* **Task goal**: Pull every line containing the word "graph" out of the material below.

* **Given records**:

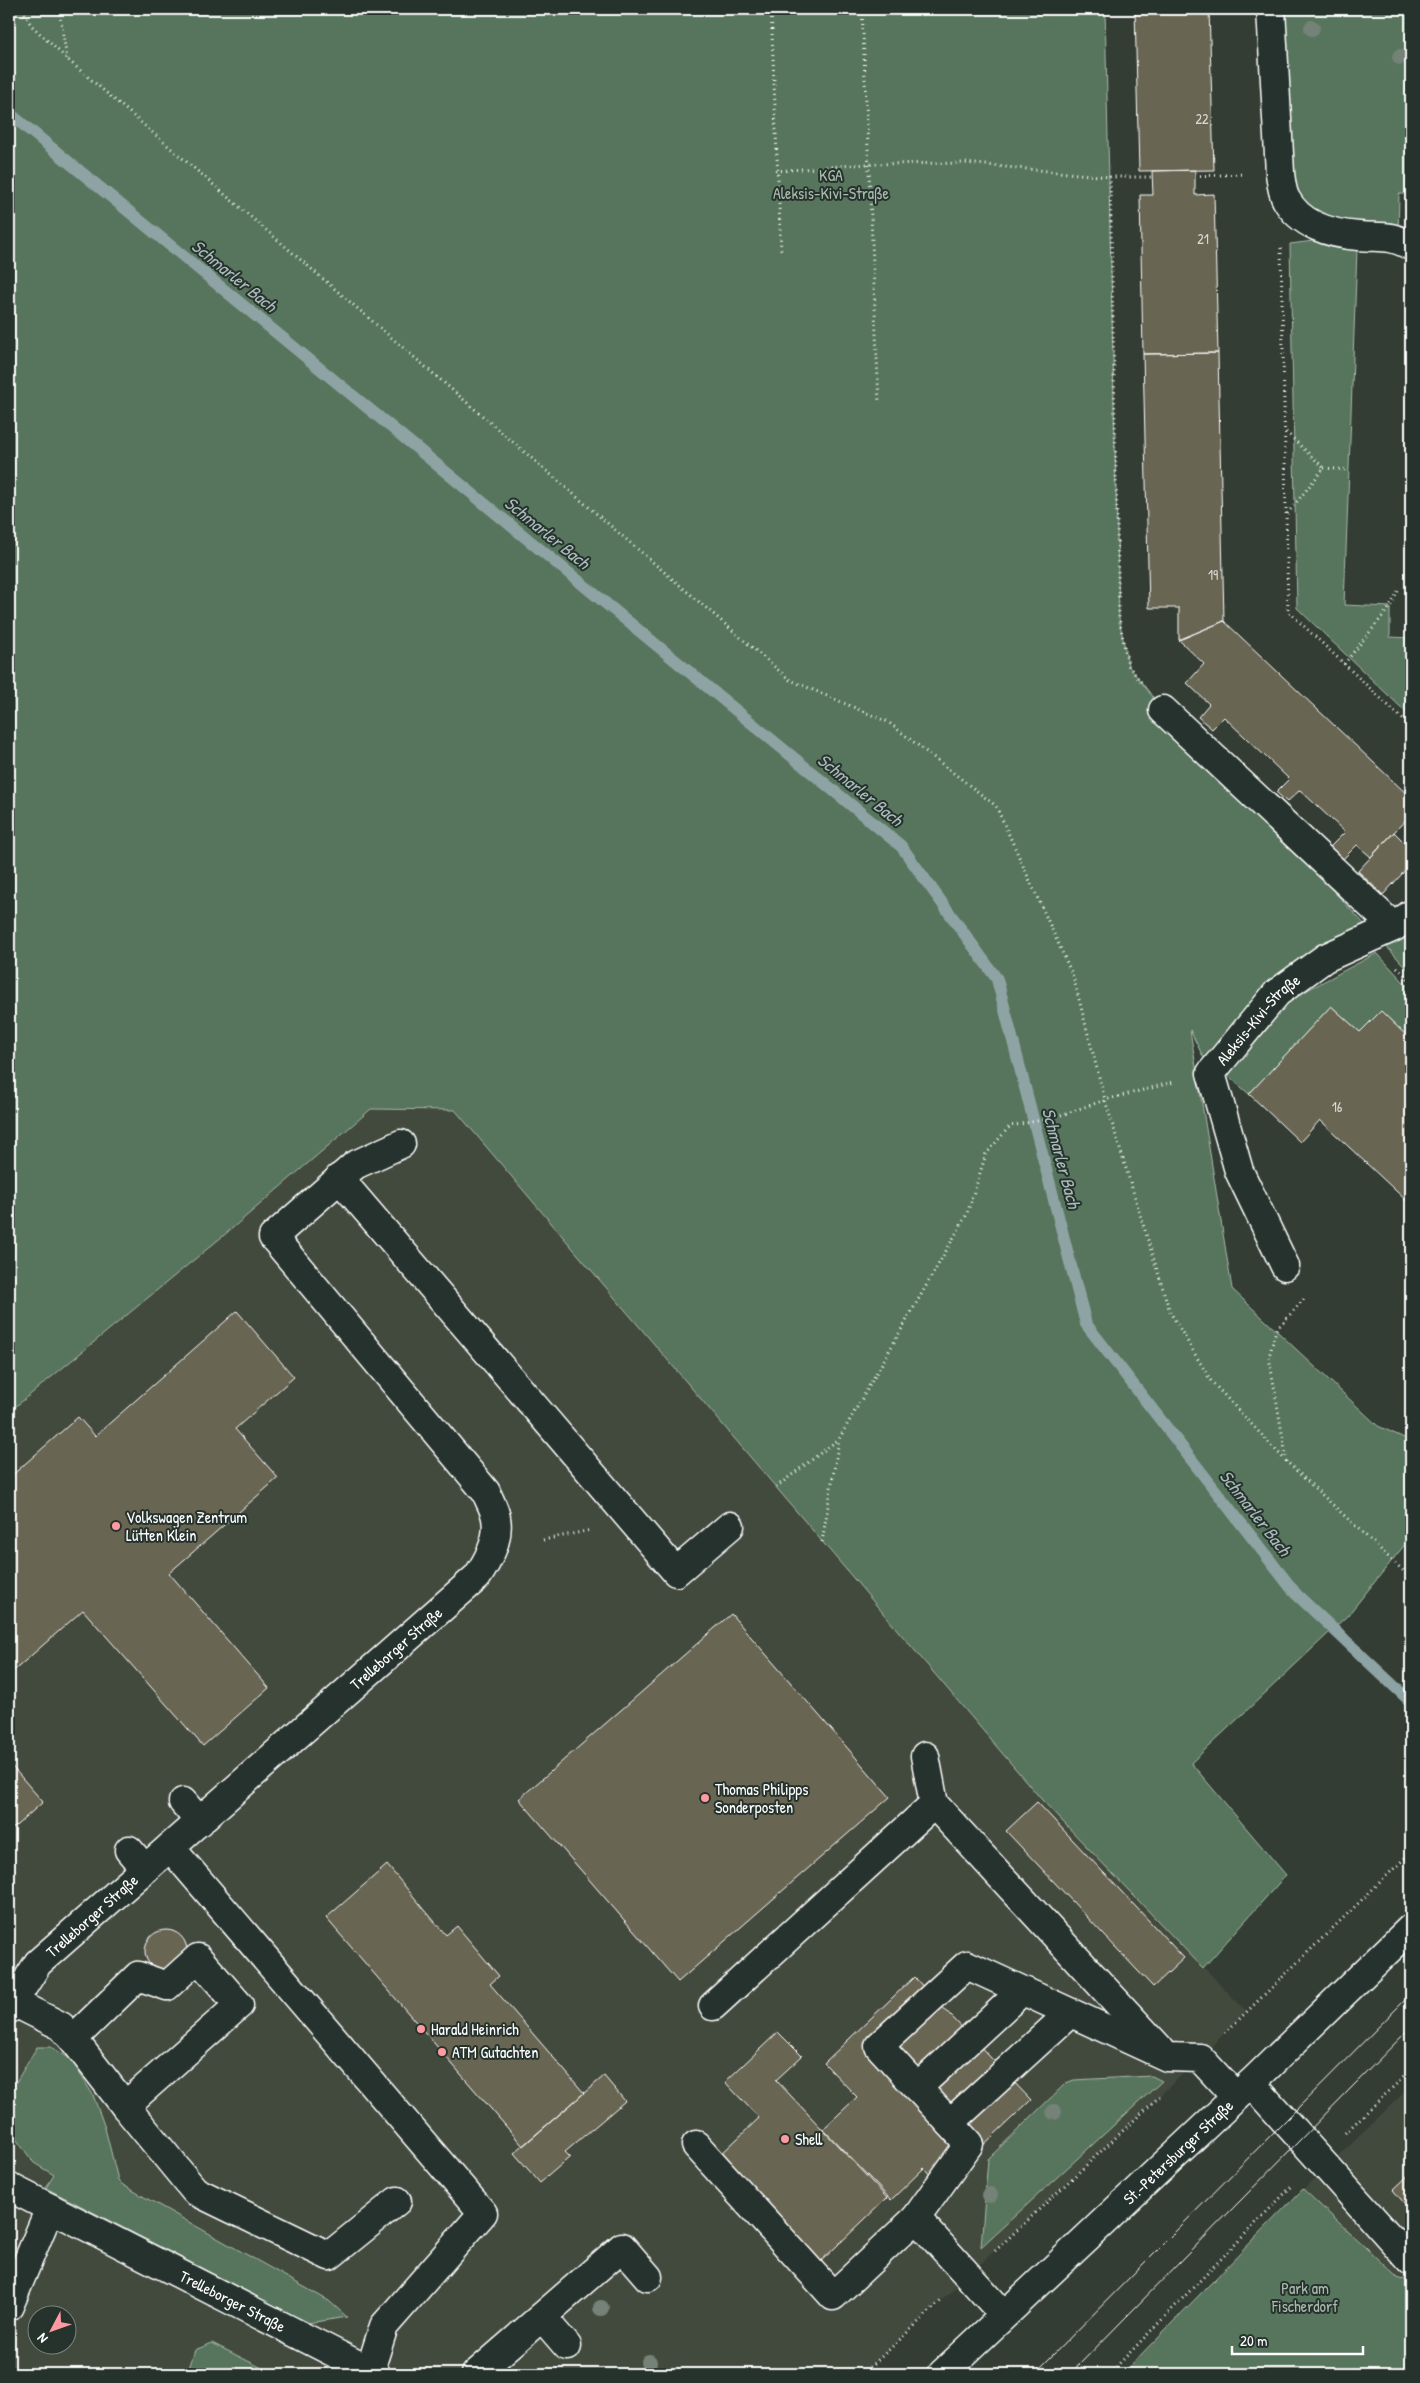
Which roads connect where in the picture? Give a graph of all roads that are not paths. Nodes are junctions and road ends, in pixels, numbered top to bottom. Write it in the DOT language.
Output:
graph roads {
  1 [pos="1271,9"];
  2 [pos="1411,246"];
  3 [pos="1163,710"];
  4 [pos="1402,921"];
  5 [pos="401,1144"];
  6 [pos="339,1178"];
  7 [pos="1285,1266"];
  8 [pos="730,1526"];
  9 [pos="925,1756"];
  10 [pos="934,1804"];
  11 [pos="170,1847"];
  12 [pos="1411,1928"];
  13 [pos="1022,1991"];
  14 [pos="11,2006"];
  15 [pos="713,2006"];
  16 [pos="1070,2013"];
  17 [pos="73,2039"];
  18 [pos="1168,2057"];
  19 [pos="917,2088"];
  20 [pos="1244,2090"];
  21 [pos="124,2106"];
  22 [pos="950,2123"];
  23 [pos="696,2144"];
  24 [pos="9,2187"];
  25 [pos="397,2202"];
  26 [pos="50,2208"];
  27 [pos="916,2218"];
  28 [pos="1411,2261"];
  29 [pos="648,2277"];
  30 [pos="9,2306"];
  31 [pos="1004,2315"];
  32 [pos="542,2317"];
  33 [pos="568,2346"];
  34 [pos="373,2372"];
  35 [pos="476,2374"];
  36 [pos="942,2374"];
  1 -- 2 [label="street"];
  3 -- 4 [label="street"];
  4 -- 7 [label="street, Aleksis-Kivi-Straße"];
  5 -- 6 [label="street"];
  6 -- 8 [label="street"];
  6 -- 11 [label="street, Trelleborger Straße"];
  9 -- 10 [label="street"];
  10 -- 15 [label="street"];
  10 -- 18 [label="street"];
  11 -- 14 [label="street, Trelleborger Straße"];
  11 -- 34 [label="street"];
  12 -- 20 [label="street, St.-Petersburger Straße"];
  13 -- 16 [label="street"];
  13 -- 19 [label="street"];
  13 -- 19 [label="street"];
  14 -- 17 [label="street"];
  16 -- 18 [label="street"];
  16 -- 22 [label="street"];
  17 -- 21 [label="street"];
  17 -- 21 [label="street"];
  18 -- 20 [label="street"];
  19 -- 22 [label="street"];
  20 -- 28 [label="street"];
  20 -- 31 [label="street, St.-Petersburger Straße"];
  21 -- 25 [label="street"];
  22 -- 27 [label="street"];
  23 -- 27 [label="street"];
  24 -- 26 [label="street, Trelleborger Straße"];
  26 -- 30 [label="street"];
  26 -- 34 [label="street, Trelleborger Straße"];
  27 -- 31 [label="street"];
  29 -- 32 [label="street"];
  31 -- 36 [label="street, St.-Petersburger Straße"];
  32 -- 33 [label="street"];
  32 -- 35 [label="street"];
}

* **Exercise response**:
Which roads connect where in the picture? Give a graph of all roads that are not paths. Nodes are junctions and road ends, in pixels, numbered top to bottom. Write it in the DOT language.
graph roads {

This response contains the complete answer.